__PROMPT__: Gather all lines in the entries below that include the word "down".

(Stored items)
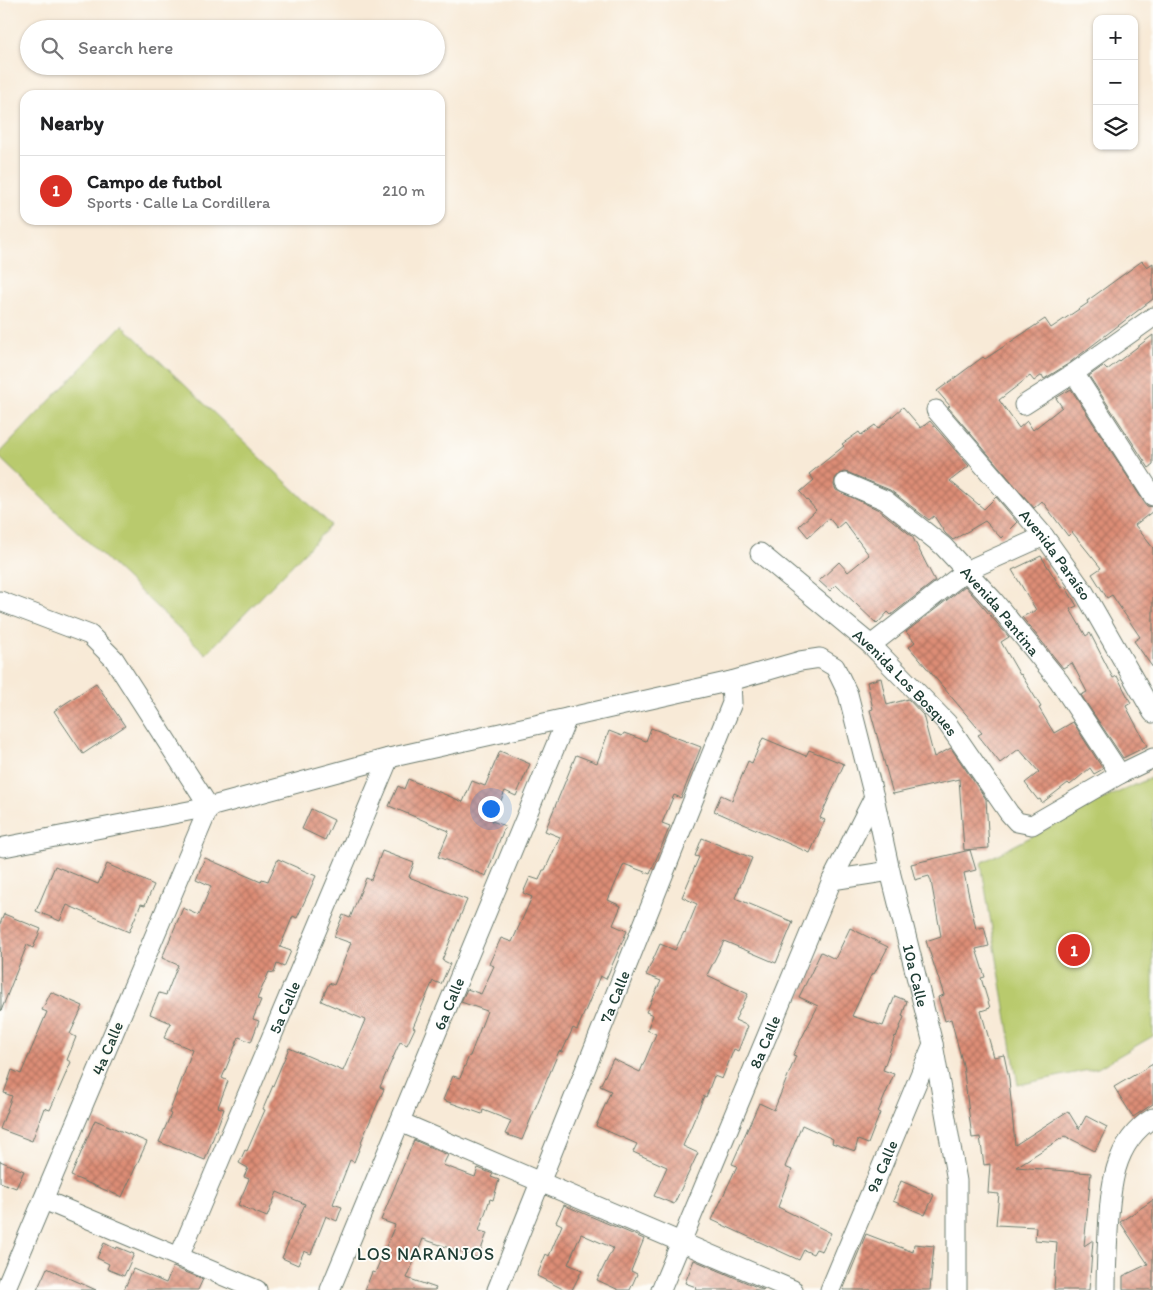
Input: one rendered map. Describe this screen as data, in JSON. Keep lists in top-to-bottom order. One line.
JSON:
{"streets":{"street":["Avenida Paraíso","Avenida Pantina","Avenida Los Bosques","10a Calle","7a Calle","6a Calle","5a Calle","8a Calle","4a Calle","9a Calle"]},"crossings":[["Avenida Pantina","Avenida Los Bosques"],["10a Calle","7a Calle"],["10a Calle","8a Calle"],["10a Calle","9a Calle"]],"districts":["LOS NARANJOS"],"page":{"map_buttons":["+","−"],"search":"Search here","heading":"Nearby","list":[{"mark":"1","name":"Campo de futbol","note":"Sports · Calle La Cordillera","value":"210 m"}],"pins":"1"}}
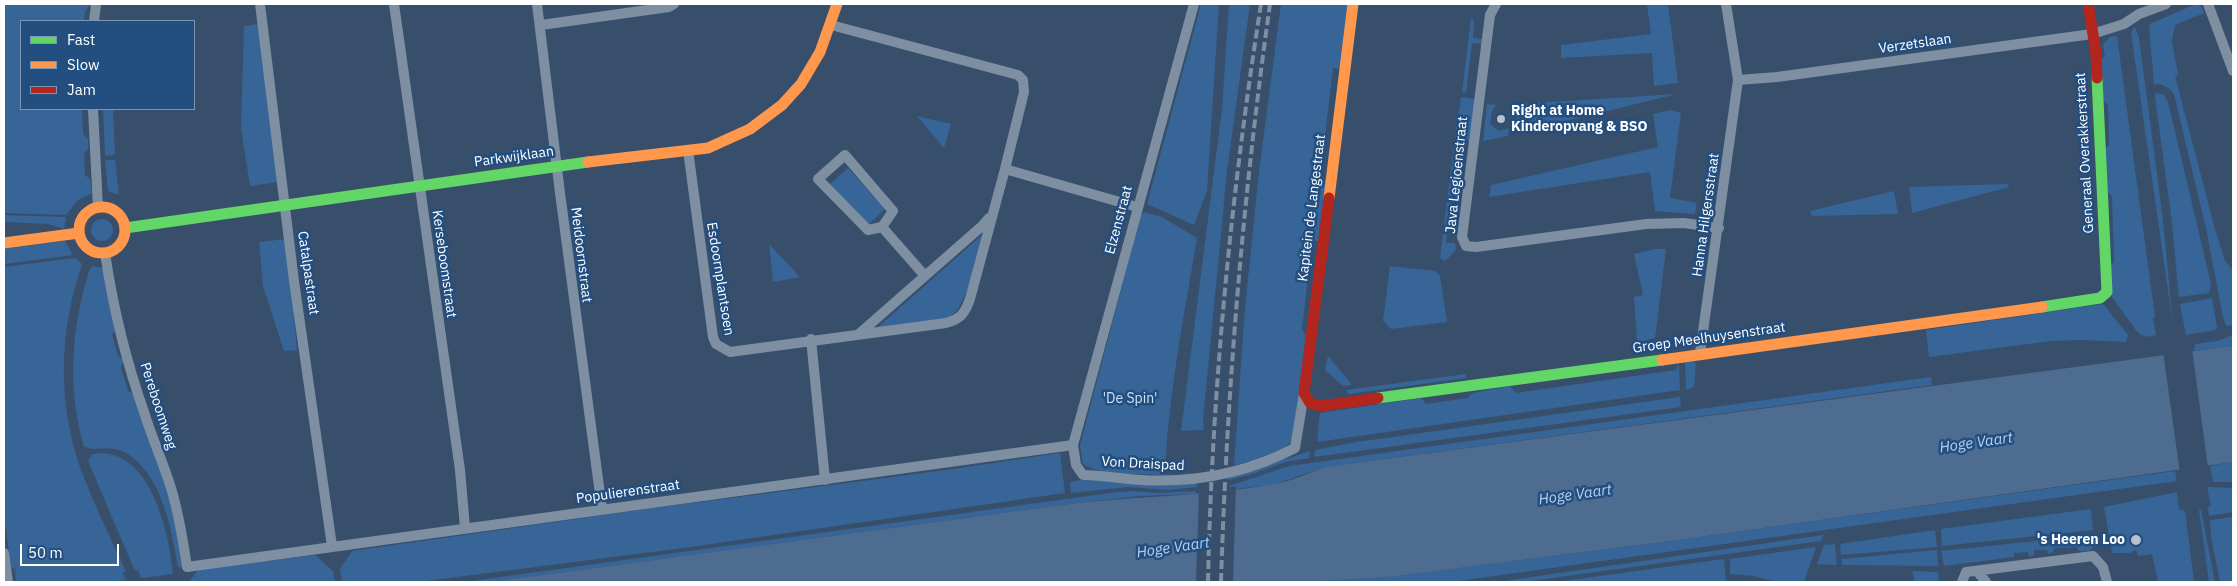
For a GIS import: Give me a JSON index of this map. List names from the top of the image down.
{
  "streets": {
    "street": [
      "Verzetslaan",
      "Generaal Overakkerstraat",
      "Parkwijklaan",
      "Java Legioenstraat",
      "Kapitein de Langestraat",
      "Hanna Hilgersstraat",
      "Elzenstraat",
      "Meidoornstraat",
      "Kerseboomstraat",
      "Catalpastraat",
      "Esdoornplantsoen",
      "Groep Meelhuysenstraat",
      "Pereboomweg",
      "Von Draispad",
      "Populierenstraat"
    ]
  },
  "crossings": [
    ["Verzetslaan", "Generaal Overakkerstraat"],
    ["Verzetslaan", "Hanna Hilgersstraat"],
    ["Generaal Overakkerstraat", "Groep Meelhuysenstraat"],
    ["Parkwijklaan", "Meidoornstraat"],
    ["Parkwijklaan", "Kerseboomstraat"],
    ["Parkwijklaan", "Catalpastraat"],
    ["Parkwijklaan", "Esdoornplantsoen"],
    ["Parkwijklaan", "Pereboomweg"],
    ["Java Legioenstraat", "Hanna Hilgersstraat"],
    ["Kapitein de Langestraat", "Groep Meelhuysenstraat"],
    ["Kapitein de Langestraat", "Von Draispad"],
    ["Hanna Hilgersstraat", "Groep Meelhuysenstraat"],
    ["Elzenstraat", "Von Draispad"],
    ["Elzenstraat", "Populierenstraat"],
    ["Meidoornstraat", "Populierenstraat"],
    ["Kerseboomstraat", "Populierenstraat"],
    ["Catalpastraat", "Populierenstraat"],
    ["Groep Meelhuysenstraat", "Von Draispad"],
    ["Pereboomweg", "Populierenstraat"],
    ["Von Draispad", "Populierenstraat"]
  ],
  "water": ["Hoge Vaart"],
  "parks": ["'De Spin'"],
  "places": ["Right at Home Kinderopvang & BSO", "'s Heeren Loo"],
  "legend": ["Fast", "Slow", "Jam"],
  "scale_bar": "50 m"
}
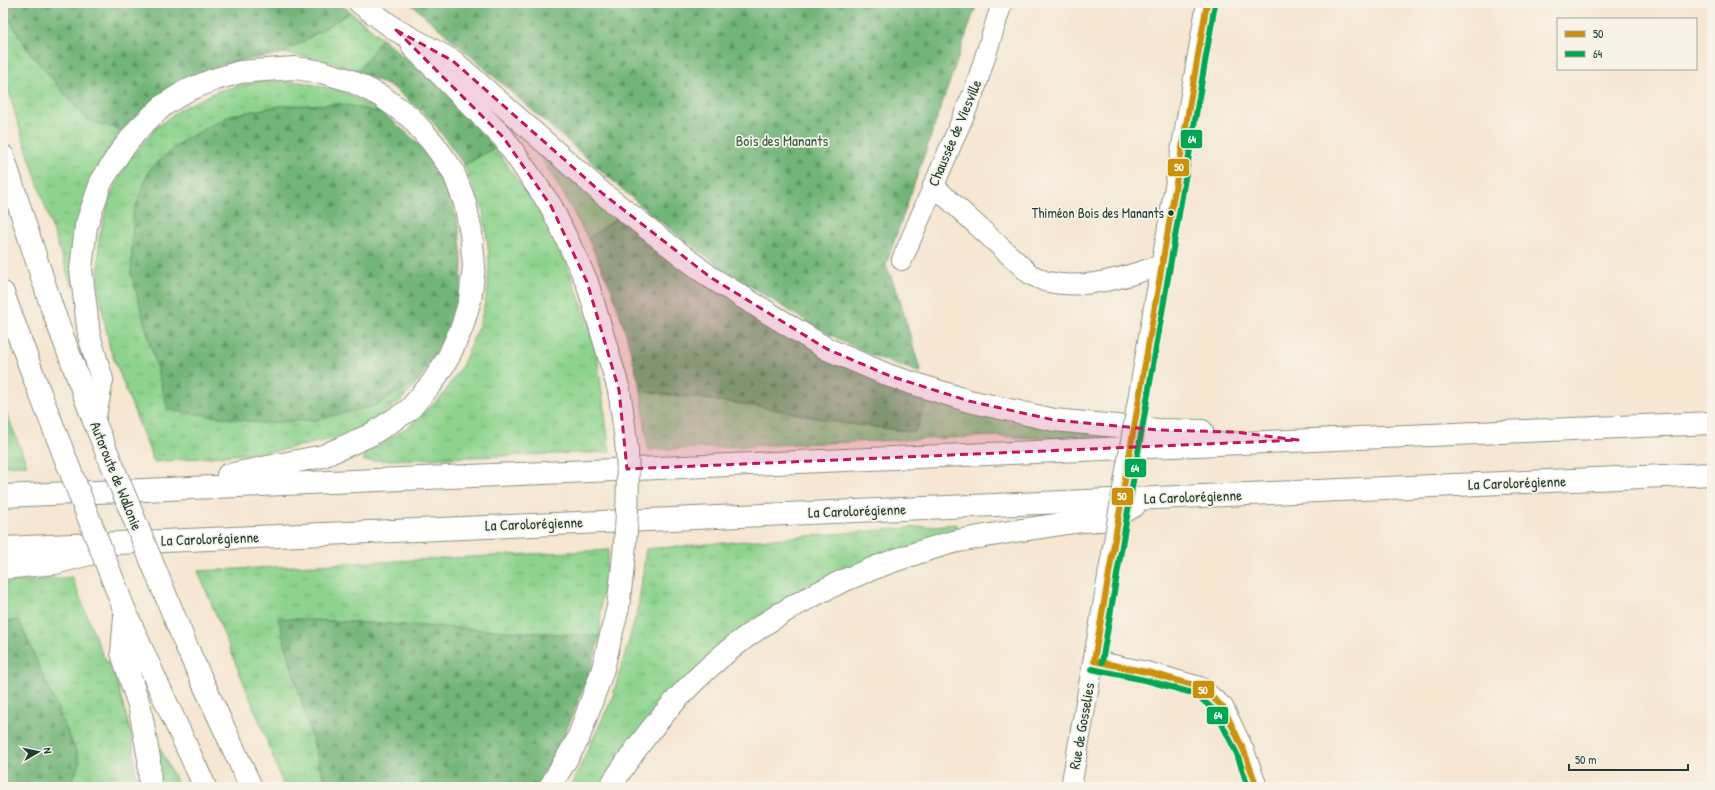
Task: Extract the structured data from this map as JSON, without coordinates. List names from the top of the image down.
{
  "streets": {
    "highway": ["Autoroute de Wallonie", "La Carolorégienne"],
    "street": ["Chaussée de Viesville", "Rue de Gosselies"]
  },
  "parks": ["Bois des Manants"],
  "places": ["Thiméon Bois des Manants"],
  "lines": ["transit line 50", "transit line 64"],
  "legend": ["50", "64"],
  "scale_bar": "50 m",
  "north": "right"
}
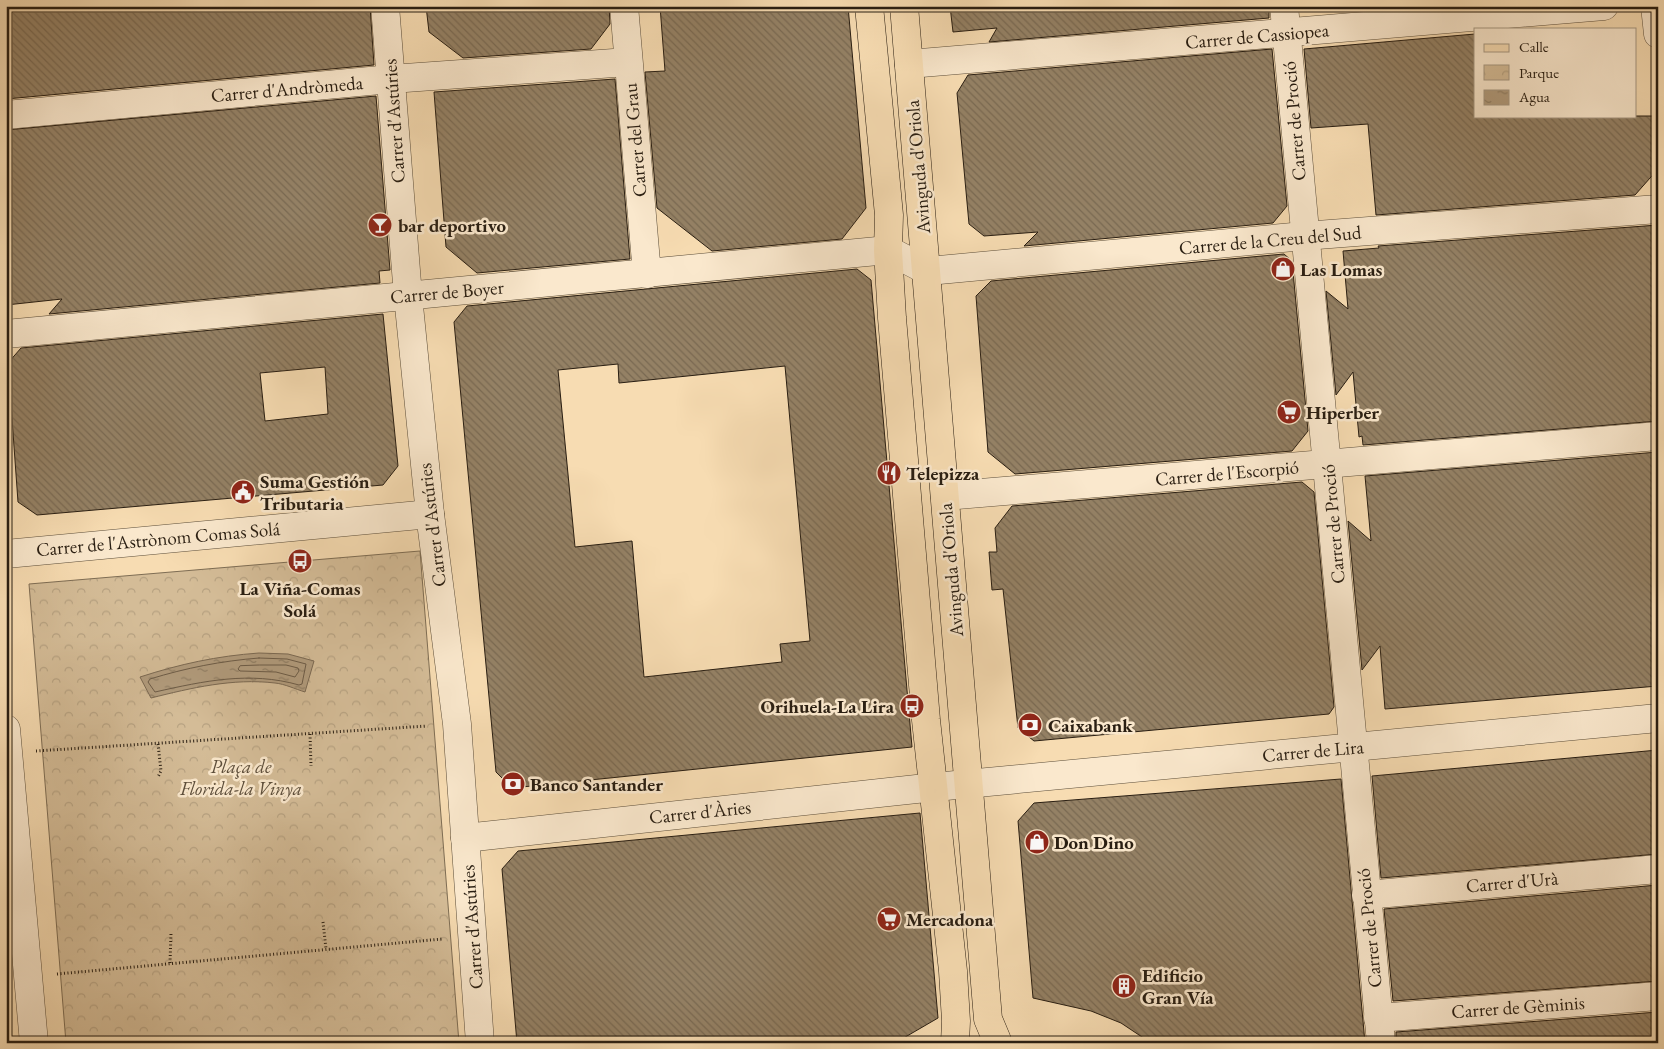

__ANSWER TO THIS TASK__:
For a GIS import: Give me a JSON index of this map. List names from the top of the image down.
Task: Extract the structured data from this map as JSON, without coordinates. List names from the top of the image down.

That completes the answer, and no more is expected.